Impact maps can be used in a variety of ways. In the context of Product Backlog refinement, they help the Scrum Team think about how each PBI will provide some outcome. Impact maps also help the Product Owner envision who the product serves, what those different kinds of users or stakeholders would like to achieve by using the product, and how the organization will benefit from helping customers achieve specific outcomes.

User Stories

User Stories are both widely used and widely misused. Their original intent was to serve as a placeholder or token for a conversation about how someone would use the product to achieve some outcome. When they stray from that reminder to have a conversation and become a format for documenting PBIs, they can become utter nonsense, particularly when used to express technical requirements or constraints. To keep this from happening, focus on the 3 Cs of User Stories:12

  • The Card, which is simply a reminder to have Conversations. It should have a simple, minimal format that fits on an index card (or a sticky note) and may consist of nothing more than “Talk to Mary about how accounts are settled at the end of a billing period.”

  • The Conversation, which is the actual discussion about the topic mentioned on the card.

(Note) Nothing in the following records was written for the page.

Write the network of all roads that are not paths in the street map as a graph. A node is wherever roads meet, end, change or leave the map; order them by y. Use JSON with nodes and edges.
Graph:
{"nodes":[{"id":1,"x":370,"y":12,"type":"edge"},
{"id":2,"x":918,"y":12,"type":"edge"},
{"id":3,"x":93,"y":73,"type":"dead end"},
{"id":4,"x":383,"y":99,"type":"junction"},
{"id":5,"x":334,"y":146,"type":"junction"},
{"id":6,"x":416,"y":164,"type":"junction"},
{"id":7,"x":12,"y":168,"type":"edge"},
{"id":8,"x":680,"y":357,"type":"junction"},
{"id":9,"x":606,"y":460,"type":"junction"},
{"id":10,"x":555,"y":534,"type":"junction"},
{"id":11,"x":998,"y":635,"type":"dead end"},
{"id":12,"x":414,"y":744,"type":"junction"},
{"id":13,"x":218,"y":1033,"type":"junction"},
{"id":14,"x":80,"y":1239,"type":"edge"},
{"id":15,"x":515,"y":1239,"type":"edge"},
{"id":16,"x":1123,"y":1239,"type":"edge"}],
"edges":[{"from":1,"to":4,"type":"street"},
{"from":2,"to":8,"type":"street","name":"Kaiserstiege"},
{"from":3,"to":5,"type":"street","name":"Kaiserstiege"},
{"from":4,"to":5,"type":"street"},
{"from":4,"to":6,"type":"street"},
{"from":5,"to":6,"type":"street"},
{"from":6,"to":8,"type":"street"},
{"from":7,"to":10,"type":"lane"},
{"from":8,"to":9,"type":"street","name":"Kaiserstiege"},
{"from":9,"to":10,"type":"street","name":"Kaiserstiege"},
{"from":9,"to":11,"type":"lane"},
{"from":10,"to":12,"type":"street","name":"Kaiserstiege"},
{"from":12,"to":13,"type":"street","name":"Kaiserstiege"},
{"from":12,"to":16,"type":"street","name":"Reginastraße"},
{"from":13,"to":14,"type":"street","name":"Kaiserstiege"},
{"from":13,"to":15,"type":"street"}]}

  • The Confirmation, which are the actual tests that prove it works.13

Improving Value Delivered During the Sprint

As the Development Team works on PBIs during a Sprint, their understanding of the value that the PBIs will deliver continues to improve as they learn more, through conversations, through stakeholder feedback, and even from real customers or users if the team is releasing a product during the Sprint. (Yes, this is possible!)14 A PBI is never “locked down” or “finalized” until it is actually “Done.” This includes the details of both what is being built and how it is being built. If members of a Development Team are collaborating with one another, as well as with the Product Owner, they can constantly ask questions related to value and let this drive their decision-making process. For example:

  • A Scrum Team chooses to split a PBI to focus on the most valuable acceptance criteria for the user functionality required now, which allows the lower-value piece to be reprioritized at a later time based on a consideration of other desired functions.

  • When seeing a new capability implemented in the product, the Product Owner provides guidance on how to make it more prominent to the target users.

  • The Development Team sees alternative ways to increase user conversion, which is the stated value of the PBI they are building. They bring these options to the Product Owner, and they negotiate a change to the scope to better meet the business need while still delivering a “Done” Increment in the Sprint.